* TASK INSTRUCTIONS *
What lines of the data hold the string "Drive"? Copy them all.

§

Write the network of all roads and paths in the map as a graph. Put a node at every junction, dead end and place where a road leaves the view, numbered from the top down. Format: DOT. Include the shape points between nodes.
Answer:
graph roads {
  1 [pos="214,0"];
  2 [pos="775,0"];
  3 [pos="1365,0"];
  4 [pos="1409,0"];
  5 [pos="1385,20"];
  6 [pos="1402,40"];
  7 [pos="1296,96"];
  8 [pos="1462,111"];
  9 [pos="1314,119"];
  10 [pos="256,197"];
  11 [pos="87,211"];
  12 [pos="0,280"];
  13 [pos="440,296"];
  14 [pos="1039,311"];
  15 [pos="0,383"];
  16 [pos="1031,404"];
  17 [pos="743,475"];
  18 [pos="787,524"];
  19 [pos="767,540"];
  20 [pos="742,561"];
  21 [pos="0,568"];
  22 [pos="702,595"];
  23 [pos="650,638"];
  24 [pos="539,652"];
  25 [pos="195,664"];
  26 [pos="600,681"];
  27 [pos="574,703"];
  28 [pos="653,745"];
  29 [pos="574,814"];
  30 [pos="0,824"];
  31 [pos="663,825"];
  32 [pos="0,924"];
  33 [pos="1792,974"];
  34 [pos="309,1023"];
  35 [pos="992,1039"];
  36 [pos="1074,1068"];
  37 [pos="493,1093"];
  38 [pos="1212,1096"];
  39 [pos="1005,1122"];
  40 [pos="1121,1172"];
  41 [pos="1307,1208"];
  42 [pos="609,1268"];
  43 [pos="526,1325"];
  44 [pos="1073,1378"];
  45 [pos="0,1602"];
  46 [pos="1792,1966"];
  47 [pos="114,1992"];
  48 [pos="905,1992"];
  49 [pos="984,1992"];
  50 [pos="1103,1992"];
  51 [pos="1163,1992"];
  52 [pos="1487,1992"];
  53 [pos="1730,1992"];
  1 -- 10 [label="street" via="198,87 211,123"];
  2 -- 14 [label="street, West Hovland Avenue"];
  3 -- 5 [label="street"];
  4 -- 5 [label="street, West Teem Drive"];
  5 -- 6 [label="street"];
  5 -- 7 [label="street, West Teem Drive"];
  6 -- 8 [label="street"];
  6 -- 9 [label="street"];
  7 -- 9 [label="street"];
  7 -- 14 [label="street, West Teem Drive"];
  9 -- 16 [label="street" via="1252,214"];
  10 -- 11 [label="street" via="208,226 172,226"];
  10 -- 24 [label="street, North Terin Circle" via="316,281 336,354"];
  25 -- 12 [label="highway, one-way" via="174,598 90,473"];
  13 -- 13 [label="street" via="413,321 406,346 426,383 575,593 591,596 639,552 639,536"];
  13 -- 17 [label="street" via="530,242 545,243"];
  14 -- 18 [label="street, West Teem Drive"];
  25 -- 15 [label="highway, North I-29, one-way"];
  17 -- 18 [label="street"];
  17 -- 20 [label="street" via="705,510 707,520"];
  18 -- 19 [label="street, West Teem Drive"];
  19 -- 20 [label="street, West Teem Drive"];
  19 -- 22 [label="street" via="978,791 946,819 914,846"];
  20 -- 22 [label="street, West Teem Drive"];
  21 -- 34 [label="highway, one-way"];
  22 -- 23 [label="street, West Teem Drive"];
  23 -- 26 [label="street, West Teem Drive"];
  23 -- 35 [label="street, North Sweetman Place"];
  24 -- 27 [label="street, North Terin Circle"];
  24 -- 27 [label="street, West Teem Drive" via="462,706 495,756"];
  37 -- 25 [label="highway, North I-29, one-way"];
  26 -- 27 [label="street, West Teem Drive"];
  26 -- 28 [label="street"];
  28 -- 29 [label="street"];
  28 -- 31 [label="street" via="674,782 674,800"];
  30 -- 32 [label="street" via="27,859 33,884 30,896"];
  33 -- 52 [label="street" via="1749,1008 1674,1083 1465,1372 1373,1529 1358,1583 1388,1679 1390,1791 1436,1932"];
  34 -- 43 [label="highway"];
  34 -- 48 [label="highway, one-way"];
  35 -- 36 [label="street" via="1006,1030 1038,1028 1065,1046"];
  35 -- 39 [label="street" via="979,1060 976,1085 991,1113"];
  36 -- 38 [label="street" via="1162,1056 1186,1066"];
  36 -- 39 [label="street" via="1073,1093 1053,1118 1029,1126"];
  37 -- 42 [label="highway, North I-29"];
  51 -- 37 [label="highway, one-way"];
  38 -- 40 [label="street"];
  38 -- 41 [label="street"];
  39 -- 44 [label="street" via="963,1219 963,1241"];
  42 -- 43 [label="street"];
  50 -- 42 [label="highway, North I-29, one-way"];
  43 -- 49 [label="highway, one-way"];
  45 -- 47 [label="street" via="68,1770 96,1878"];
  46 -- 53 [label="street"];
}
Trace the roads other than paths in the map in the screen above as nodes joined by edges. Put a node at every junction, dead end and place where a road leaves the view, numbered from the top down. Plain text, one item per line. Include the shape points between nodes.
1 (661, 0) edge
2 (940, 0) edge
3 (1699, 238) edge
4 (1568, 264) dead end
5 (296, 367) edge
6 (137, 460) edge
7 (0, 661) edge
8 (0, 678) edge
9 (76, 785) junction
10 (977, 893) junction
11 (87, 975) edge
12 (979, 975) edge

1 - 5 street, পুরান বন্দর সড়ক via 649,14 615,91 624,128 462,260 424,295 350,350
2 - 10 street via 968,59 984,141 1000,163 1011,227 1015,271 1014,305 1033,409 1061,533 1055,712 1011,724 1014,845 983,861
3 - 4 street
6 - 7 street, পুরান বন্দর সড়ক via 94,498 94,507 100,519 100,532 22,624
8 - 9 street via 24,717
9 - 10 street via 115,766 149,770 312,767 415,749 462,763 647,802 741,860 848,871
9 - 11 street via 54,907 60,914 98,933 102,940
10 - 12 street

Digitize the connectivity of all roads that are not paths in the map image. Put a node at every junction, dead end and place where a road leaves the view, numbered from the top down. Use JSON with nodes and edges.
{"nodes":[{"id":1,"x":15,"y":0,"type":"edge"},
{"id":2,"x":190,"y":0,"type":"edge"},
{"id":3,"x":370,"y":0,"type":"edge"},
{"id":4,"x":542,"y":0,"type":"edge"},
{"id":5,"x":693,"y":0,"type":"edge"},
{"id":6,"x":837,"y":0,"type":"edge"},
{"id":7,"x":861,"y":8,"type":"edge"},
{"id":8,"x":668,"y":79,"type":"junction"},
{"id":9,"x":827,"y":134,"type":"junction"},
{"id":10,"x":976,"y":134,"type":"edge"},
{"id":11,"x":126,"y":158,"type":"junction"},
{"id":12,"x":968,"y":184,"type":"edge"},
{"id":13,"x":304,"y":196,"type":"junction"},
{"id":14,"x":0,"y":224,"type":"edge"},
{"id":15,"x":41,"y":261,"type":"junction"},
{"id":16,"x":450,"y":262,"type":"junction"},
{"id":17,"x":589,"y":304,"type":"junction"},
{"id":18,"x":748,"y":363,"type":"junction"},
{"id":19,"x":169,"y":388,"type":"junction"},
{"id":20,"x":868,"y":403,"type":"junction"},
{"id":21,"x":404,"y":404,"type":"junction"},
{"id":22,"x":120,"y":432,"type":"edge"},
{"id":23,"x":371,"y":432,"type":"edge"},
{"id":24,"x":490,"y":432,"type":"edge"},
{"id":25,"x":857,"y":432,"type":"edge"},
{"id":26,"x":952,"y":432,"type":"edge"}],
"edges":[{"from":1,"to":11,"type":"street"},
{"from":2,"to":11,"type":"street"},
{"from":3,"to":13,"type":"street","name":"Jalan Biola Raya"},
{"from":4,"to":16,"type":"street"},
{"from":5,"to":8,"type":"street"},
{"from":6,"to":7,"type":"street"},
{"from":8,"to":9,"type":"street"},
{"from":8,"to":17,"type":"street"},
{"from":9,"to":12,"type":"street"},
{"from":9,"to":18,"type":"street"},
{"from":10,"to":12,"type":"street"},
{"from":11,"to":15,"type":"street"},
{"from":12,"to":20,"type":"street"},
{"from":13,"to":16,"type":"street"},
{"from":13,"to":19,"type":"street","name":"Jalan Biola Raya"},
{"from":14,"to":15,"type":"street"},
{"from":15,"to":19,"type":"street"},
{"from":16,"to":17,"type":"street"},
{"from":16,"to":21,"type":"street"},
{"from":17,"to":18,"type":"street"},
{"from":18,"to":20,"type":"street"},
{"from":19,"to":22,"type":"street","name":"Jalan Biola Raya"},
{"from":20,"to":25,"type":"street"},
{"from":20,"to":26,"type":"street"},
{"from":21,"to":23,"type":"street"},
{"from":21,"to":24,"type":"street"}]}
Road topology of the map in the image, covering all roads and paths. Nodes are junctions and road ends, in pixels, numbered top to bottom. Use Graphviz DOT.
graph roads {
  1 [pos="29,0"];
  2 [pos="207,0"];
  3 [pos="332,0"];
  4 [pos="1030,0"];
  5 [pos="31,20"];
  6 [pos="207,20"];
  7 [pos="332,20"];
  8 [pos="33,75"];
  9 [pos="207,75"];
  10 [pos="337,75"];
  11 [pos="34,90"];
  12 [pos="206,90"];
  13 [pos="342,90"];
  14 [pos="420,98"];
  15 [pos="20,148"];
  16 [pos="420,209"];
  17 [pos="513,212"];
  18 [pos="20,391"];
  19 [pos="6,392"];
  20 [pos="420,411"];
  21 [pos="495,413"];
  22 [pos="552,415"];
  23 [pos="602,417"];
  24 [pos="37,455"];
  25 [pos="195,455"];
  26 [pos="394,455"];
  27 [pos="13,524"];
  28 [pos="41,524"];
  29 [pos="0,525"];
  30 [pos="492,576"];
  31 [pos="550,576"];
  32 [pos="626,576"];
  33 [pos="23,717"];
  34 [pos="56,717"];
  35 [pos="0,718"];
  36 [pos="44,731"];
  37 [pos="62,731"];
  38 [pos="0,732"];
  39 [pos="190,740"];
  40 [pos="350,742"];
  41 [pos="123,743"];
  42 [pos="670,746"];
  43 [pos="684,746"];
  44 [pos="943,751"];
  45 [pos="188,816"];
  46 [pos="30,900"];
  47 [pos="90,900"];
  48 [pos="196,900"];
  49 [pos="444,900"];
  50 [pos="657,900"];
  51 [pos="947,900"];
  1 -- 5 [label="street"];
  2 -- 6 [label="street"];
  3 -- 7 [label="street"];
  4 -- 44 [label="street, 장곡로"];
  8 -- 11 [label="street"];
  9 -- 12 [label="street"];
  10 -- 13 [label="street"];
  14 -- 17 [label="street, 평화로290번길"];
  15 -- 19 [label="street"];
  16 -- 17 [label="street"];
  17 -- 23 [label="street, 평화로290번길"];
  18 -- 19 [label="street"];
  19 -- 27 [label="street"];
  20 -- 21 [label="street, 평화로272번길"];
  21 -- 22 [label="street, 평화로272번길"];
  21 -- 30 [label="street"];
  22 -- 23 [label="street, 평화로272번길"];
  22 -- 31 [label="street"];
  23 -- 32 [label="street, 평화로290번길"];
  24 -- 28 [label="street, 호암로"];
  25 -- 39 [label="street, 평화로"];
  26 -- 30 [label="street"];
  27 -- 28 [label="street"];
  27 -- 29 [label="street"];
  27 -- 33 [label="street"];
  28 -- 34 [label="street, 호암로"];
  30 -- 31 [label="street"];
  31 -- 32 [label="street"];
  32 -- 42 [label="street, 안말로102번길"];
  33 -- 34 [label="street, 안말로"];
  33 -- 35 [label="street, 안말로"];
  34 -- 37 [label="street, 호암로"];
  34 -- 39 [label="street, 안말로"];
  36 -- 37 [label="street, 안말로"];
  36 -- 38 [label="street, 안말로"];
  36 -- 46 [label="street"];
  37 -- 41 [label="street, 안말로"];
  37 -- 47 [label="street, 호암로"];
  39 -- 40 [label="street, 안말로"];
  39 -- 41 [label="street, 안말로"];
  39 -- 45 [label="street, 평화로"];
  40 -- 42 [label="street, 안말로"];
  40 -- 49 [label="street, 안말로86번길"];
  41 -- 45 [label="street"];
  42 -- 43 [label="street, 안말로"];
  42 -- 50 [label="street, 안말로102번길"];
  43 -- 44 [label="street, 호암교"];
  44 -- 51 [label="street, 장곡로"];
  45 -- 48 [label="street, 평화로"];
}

§

* WRITTEN ANSWER *
  4 -- 5 [label="street, West Teem Drive"];
  5 -- 7 [label="street, West Teem Drive"];
  7 -- 14 [label="street, West Teem Drive"];
  14 -- 18 [label="street, West Teem Drive"];
  18 -- 19 [label="street, West Teem Drive"];
  19 -- 20 [label="street, West Teem Drive"];
  20 -- 22 [label="street, West Teem Drive"];
  22 -- 23 [label="street, West Teem Drive"];
  23 -- 26 [label="street, West Teem Drive"];
  24 -- 27 [label="street, West Teem Drive" via="462,706 495,756"];
  26 -- 27 [label="street, West Teem Drive"];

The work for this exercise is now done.